[Start of Attachment]

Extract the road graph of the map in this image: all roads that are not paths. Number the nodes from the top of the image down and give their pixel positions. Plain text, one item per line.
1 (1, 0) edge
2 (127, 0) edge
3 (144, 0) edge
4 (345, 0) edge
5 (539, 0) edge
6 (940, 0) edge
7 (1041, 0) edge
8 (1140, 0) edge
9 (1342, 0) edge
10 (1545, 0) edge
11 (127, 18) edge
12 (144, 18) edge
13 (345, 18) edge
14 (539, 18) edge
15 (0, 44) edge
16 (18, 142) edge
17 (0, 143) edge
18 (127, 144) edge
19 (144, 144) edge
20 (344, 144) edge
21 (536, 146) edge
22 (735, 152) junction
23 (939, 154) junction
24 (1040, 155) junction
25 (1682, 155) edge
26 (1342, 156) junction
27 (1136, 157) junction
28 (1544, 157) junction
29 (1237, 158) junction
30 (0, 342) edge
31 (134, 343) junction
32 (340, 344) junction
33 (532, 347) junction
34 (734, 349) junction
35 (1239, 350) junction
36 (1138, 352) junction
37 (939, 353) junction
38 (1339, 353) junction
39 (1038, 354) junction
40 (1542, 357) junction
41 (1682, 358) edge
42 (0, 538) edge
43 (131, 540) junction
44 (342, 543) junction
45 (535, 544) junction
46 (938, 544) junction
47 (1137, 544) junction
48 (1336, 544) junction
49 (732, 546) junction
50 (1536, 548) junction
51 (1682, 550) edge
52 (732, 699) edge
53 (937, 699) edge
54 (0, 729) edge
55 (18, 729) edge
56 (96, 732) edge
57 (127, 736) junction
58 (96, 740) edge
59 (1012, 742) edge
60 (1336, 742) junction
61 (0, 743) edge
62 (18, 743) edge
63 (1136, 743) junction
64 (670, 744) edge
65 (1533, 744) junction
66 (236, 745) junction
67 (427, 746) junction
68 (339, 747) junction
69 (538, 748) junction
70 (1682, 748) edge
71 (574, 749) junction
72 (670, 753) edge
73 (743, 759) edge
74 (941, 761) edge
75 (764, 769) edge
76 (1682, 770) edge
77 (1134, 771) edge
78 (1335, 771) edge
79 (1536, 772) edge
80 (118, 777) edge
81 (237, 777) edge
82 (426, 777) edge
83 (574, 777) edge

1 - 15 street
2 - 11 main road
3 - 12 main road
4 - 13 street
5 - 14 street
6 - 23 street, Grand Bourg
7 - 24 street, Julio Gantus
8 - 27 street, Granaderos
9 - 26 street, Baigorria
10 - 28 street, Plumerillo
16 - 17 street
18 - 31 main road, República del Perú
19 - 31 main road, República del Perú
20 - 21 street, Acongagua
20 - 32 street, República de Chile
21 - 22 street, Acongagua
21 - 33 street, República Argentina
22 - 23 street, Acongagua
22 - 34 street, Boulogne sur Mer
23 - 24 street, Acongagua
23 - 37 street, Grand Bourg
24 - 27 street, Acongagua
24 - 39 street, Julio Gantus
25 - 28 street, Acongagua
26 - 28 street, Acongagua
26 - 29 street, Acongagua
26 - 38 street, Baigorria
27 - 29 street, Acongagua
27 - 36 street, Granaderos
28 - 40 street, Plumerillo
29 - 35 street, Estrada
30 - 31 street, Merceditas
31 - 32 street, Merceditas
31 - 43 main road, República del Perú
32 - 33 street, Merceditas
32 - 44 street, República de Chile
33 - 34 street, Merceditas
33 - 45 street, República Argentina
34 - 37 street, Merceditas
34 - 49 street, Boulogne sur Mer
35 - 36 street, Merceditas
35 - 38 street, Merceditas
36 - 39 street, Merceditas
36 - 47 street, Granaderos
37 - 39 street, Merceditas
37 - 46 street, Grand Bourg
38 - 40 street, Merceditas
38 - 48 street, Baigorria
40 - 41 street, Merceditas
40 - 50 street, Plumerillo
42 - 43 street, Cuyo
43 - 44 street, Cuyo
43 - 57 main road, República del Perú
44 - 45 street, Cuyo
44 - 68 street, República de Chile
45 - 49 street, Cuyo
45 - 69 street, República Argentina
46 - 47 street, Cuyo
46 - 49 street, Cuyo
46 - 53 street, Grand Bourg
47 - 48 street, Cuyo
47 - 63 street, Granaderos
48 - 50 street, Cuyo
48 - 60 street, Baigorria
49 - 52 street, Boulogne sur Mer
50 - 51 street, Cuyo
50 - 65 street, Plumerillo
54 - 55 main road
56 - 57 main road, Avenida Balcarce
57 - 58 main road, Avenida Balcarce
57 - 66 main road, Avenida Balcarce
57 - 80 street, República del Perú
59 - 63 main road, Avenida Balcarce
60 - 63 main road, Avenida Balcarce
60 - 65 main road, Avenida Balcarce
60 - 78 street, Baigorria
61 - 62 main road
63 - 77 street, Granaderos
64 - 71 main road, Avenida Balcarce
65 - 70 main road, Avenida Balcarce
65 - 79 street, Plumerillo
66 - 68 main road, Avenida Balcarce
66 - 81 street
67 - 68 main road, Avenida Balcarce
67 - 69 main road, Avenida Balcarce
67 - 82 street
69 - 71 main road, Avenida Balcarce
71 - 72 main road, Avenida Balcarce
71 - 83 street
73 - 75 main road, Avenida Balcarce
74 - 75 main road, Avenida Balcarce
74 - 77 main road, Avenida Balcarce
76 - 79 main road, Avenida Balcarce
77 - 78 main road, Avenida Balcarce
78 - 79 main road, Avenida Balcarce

[End of Attachment]

Would you please state how many lines in the material hold "Julio"? The number alone will do.

Response box — 2